Le calife Haroun Arrachid était un grand romantique. Il n’était pas seulement amoureux fou de sa douce moitié Zoubeida mais aussi de ses 2000 concubines. Après ses longues journées de travail, il lui arrive souvent de fapper à la porte de son harem pour ensuite lui chuchoter tendrement aux oreilles : " Chéries, avez-vous envie de sortir avec moi ce soir?"
Lorsque le harem lui répond à l’unisson: "Oui, notre amour !", c’est une caravane de plus de 3000 chameaux qui se met en branle pour se diriger lentement vers le cinéma Mille et une nuits, le plus grand cinéma de Bagdad à l’époque, capable d’accueillir plus de 4000 cinéphiles. Les sorties du calife avec ses bien-aimées mettaient les Bagdadis au bord de la crise des nerfs à cause des embouteillages monstres que causaient la traversée du centre-ville de Bagdad par l’imposant cortège califal. Mais en plus du cinéma, Haroun Arrachid aimait aussi sortir danser avec ses 2000 amoureuses. C’est pourquoi les discothèques de Bagdad étaient les plus gigantesques au monde.

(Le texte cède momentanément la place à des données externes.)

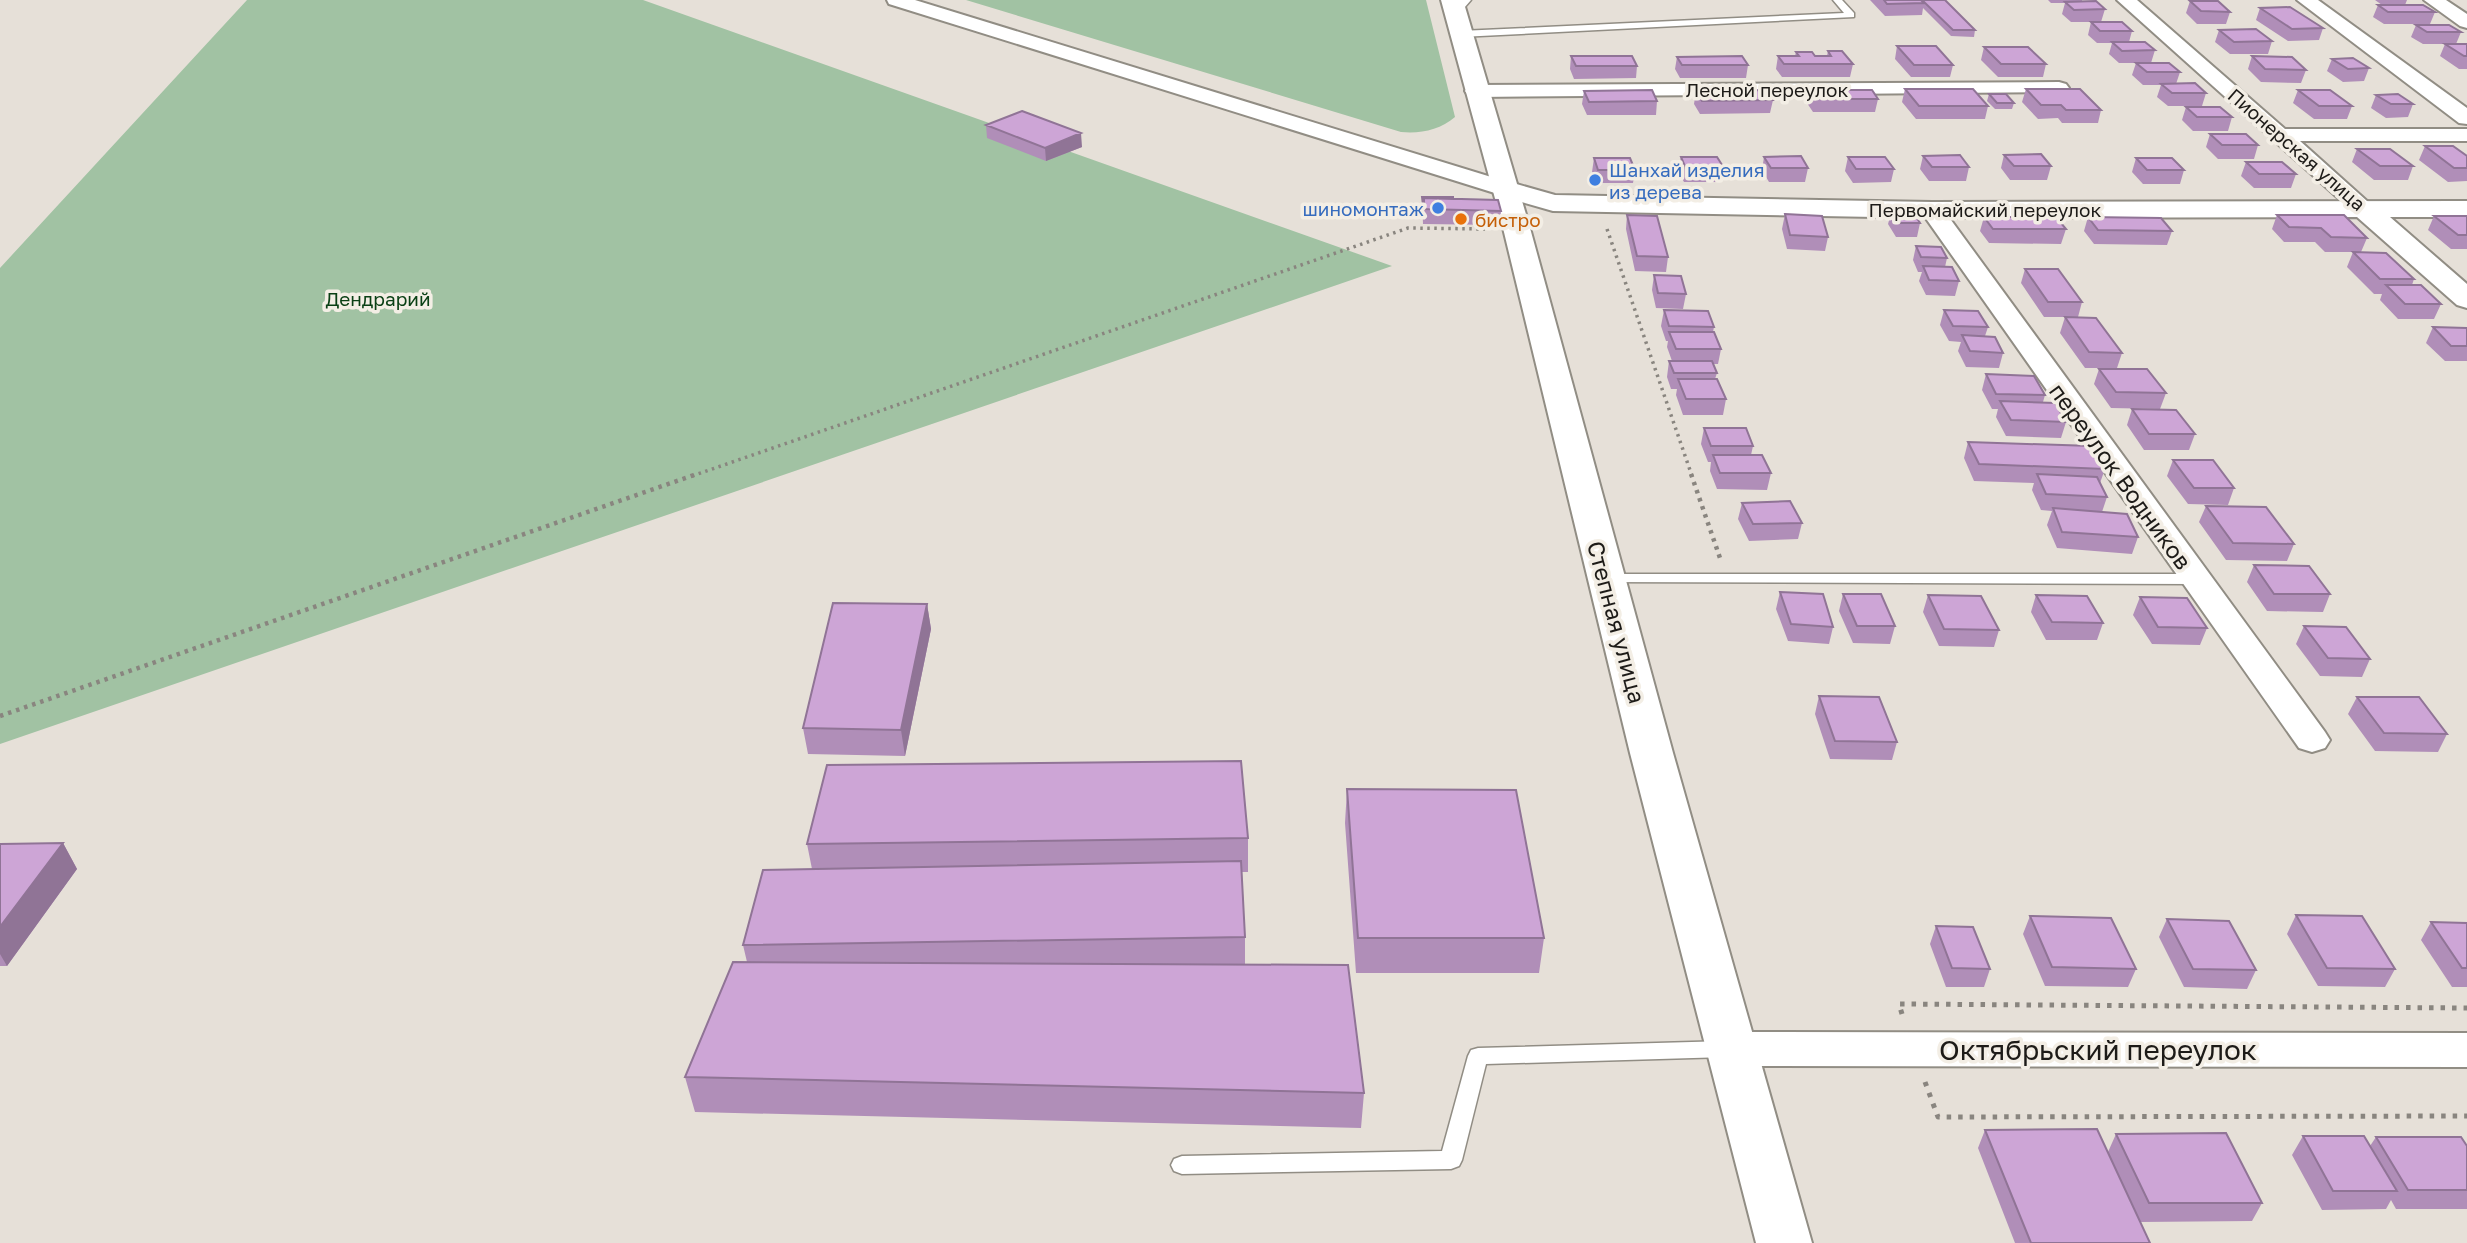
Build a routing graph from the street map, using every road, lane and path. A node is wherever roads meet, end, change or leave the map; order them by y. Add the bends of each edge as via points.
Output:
1 (897, 0) edge
2 (1837, 0) edge
3 (2126, 0) edge
4 (2306, 0) edge
5 (2433, 0) edge
6 (1458, 12) edge
7 (2467, 22) edge
8 (2059, 88) edge
9 (1475, 91) junction
10 (2467, 118) edge
11 (2281, 135) junction
12 (2467, 135) edge
13 (1506, 190) junction
14 (2467, 209) edge
15 (1931, 210) junction
16 (2365, 210) junction
17 (1604, 219) dead end
18 (1517, 229) junction
19 (2467, 299) edge
20 (1605, 579) junction
21 (1727, 579) junction
22 (2195, 579) junction
23 (0, 716) edge
24 (2312, 740) dead end
25 (1730, 1049) junction
26 (2467, 1050) edge
27 (1182, 1166) dead end
28 (1784, 1243) edge

1 - 13 street
2 - 6 lane via 1851,15
3 - 11 street, Пионерская улица
4 - 10 street
5 - 7 street
6 - 9 main road, Степная улица
8 - 9 street, Лесной переулок
9 - 13 main road, Степная улица
11 - 12 street
11 - 16 street, Пионерская улица
13 - 15 main road, Первомайский переулок via 1553,204
13 - 18 main road, Степная улица
14 - 16 main road, Первомайский переулок
15 - 16 main road, Первомайский переулок
15 - 22 street, переулок Водников
16 - 19 main road, Пионерская улица
17 - 21 path
18 - 20 main road, Степная улица
18 - 23 path via 1408,228
20 - 21 lane
20 - 25 main road, Степная улица
21 - 22 lane
22 - 24 street, переулок Водников
25 - 26 street, Октябрьский переулок
25 - 27 lane via 1478,1056 1451,1160
25 - 28 main road, Степная улица

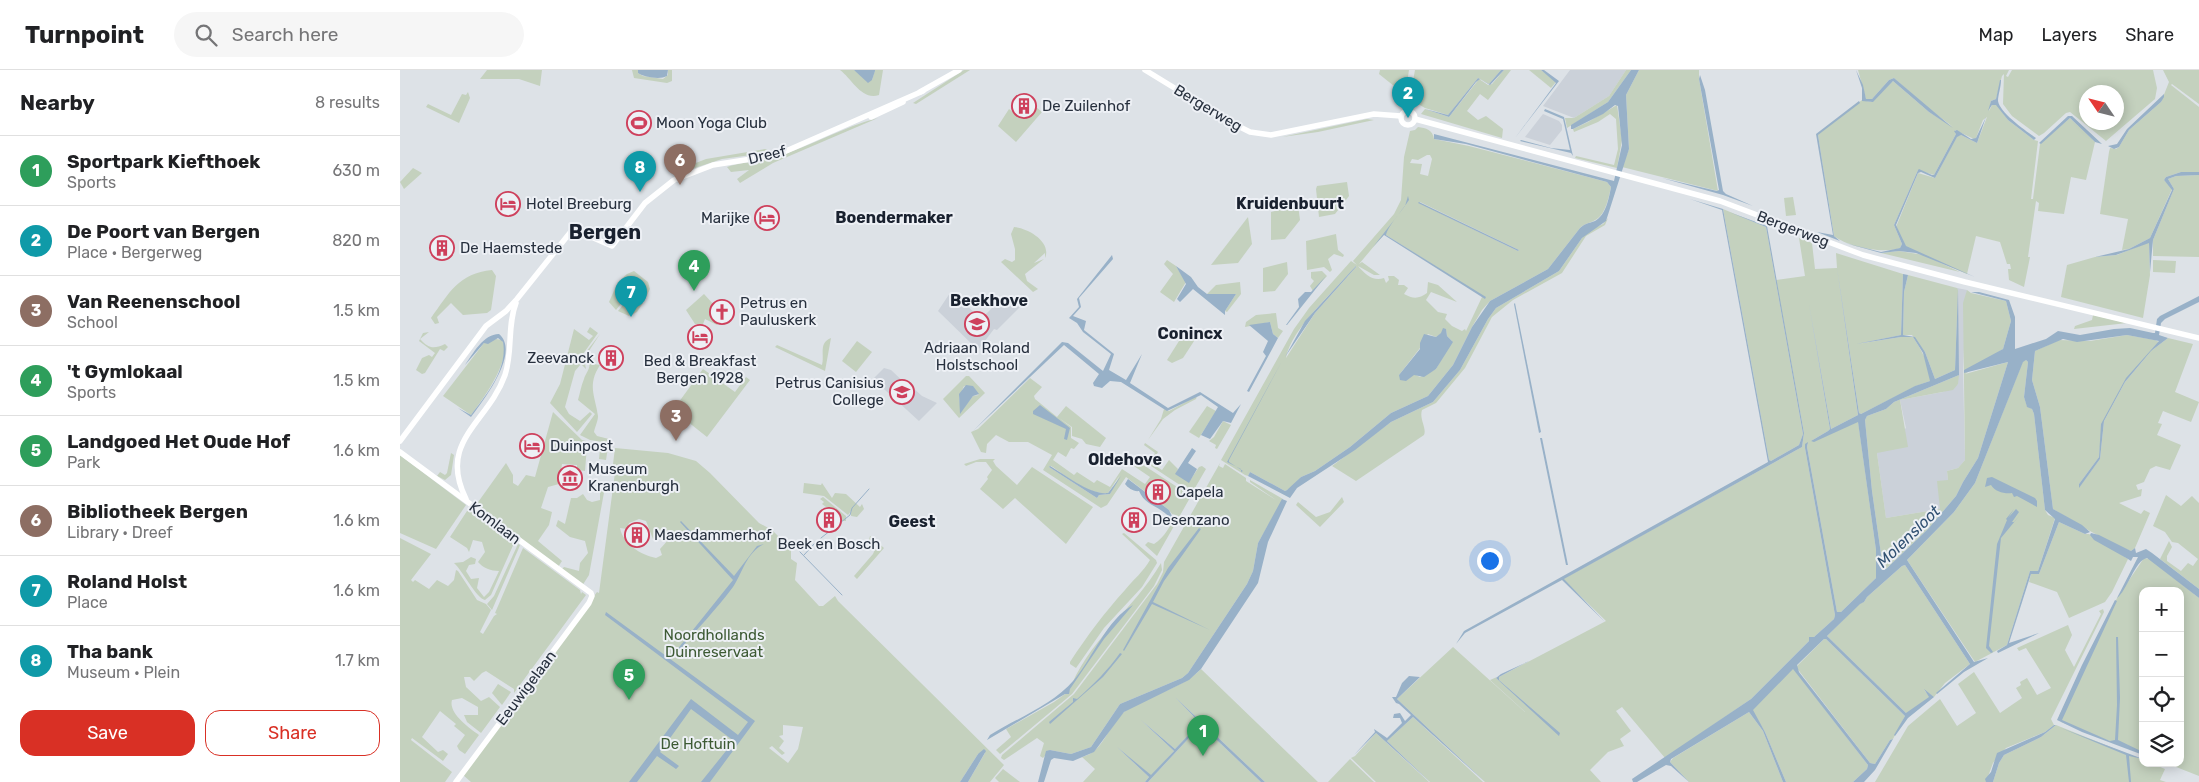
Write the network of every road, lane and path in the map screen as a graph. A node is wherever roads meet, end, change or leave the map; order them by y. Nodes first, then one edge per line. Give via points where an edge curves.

Les sorties-apéro-resto du calife et de son harem constituaient toujours un casse-tête pour les propriétaires de restaurants, brasseries, bistrots et pizzerias de la capitale abbasside. Ils étaient non seulement obligés d’expulser tous les clients attablés mais aussi d’ouvrir et meubler tous les étages, y compris les sous-sols, ainsi que toutes les terrasses, appeler d’urgence des centaines de cuisiniers, de serveurs et de plongeurs de réserve.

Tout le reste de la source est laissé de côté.